Lindt & Spruengli AG, the renowned chocolatier of Switzerland, has recently announced the investment plan of 200 million-francs in the U.S. chocolate market as the company aims at challenging the dominance of Hershey Co. and Mars Inc. in the country.
According to a statement released by the chocolate maker, known for the Lindor chocolate balls, the company is planning to expand in Stratham, New Hampshire with a high-tech production facility that will have premium chocolate production lines. The site is planned to eventually expand to more than 1 million square feet of production, storage and distribution space.
The U.S. chocolate market has recently started to show signs of perking up after being plagued by stagnation for long. In the first half of 2018, Lindt registered a 4% rise in adjusted sales in North America as the company put in more efforts to advertise its Excellence and Lindor brands in retail stores. In 2014, after the purchase of Russell Stover, Lindt became one of the top three largest chocolate makers in the U.S. The purchase weighed significantly on Lindt’s sales growth as the company spent years clearing out less profitable products.
The American chocolate market poses major challenges for established companies like Hershey Co. and Nestle as chocolate consumption has been hit by trends of healthier eating and consumers leaning more on online shopping habits where they are less likely to impulsively buy chocolate bars.
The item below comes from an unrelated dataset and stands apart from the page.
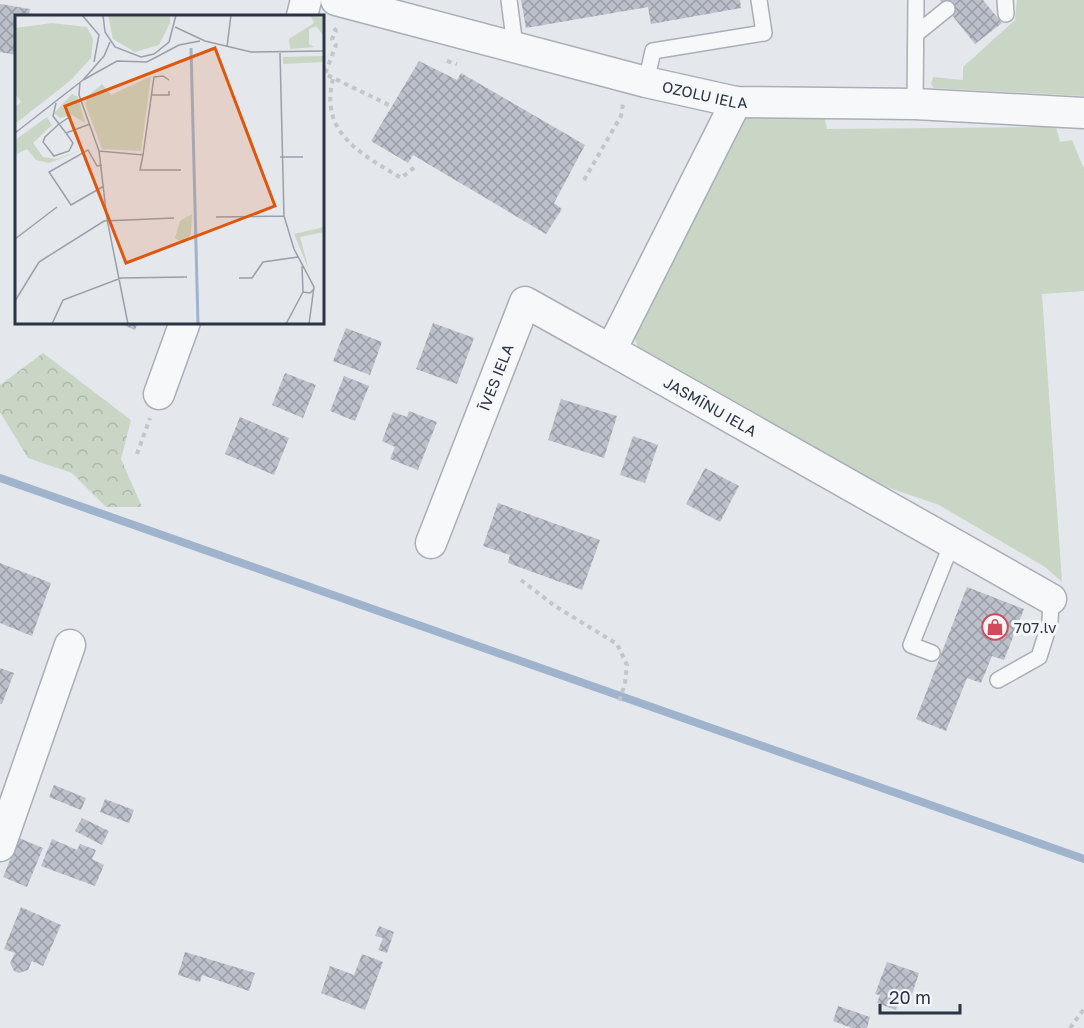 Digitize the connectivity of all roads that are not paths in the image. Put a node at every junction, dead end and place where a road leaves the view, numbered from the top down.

Reportedly, the net profit for Lindt rose by 13% recently, as per a reliable forecast. Organic sales growth accelerated to 5.1% in the first half of 2018, from 3.7% in 2017. The growth was aided by the development in the U.S. market, in spite of the acquisition of Russell Stover having weighed on growth.
According to Lindt the acquisition of Russell Stover, another famous candy supplier of the USA, succeeded in stabilizing its sales. Lindt confirmed that the company plans to grow about 5% organically in 2018 and also reiterate its target for 6% to 8% growth over the medium to long term.